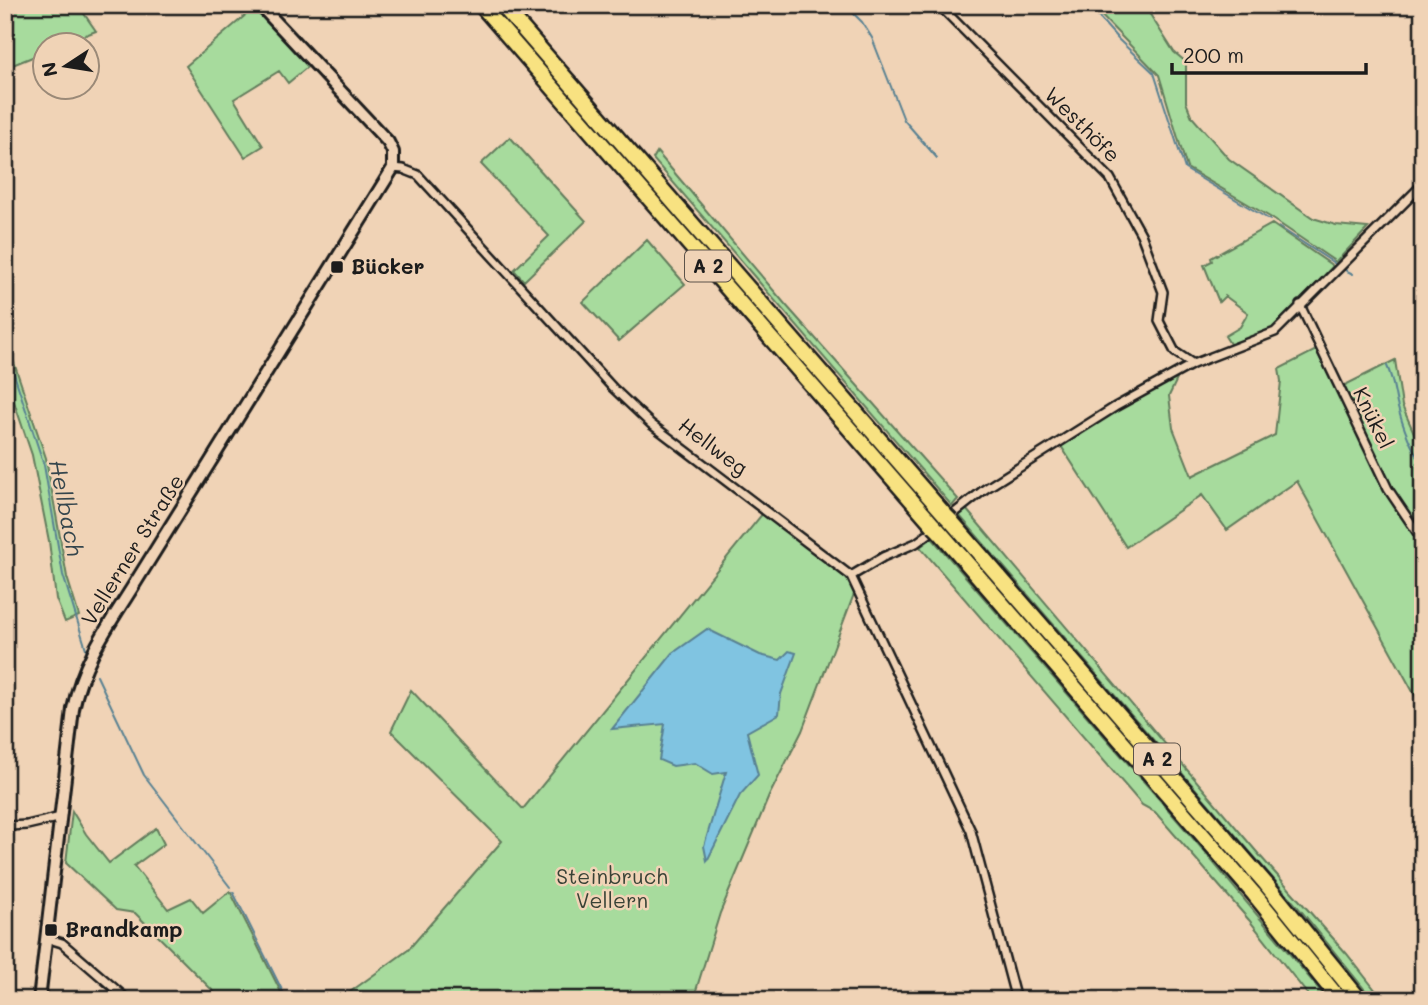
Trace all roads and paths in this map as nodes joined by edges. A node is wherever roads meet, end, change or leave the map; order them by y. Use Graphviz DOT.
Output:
...
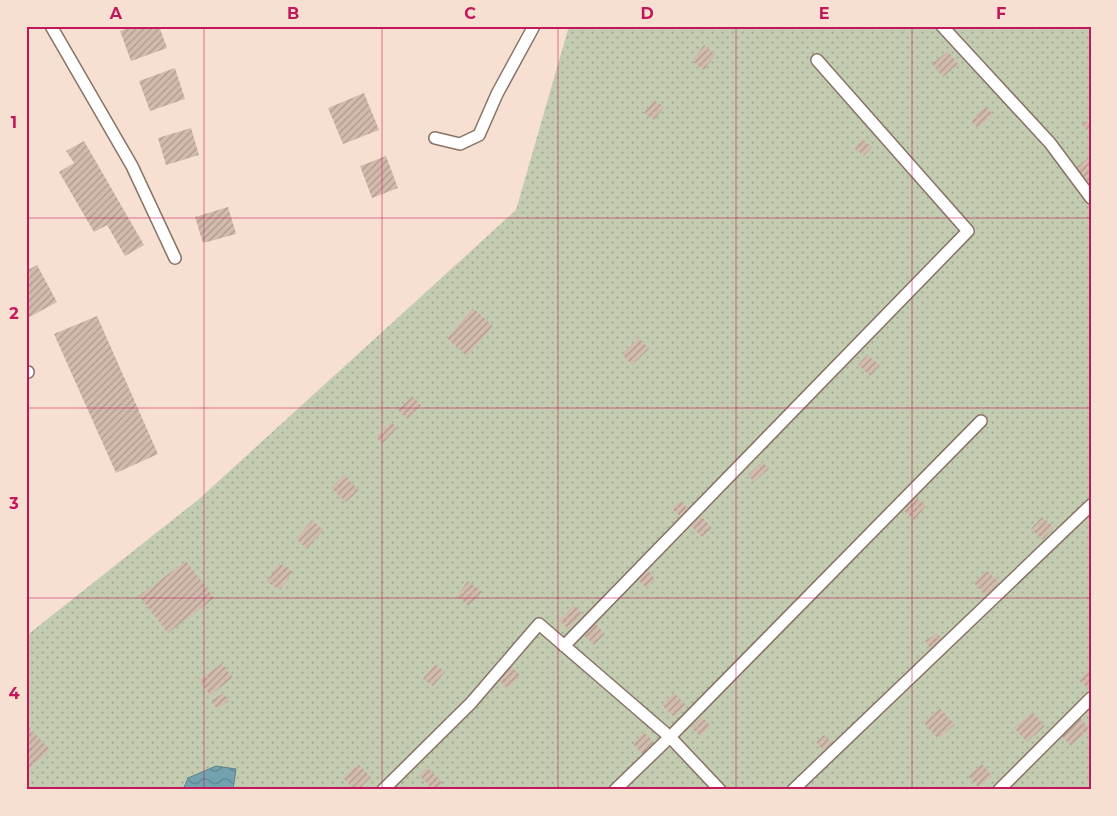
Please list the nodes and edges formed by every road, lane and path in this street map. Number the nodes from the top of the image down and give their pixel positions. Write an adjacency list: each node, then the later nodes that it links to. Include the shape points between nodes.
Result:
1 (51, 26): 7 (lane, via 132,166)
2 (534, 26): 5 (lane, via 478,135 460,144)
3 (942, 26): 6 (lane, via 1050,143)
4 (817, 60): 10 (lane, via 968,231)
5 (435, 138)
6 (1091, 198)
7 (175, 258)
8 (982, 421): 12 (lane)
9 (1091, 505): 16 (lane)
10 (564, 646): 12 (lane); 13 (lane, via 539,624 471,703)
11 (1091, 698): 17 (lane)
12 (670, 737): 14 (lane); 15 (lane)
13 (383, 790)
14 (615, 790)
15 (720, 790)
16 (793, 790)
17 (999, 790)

▶ [Exercise instructions]
Find and copy each line of the listing above that holds the word "nodes".

▶ [Answer below]
Trace all roads and paths in this map as nodes joined by edges. A node is wherever roads meet, end, change or leave the map; order them by y. Use Graphviz DOT.
Please list the nodes and edges formed by every road, lane and path in this street map. Number the nodes from the top of the image down and give their pixel positions. Write an adjacency list: each node, then the later nodes that it links to. Include the shape points between nodes.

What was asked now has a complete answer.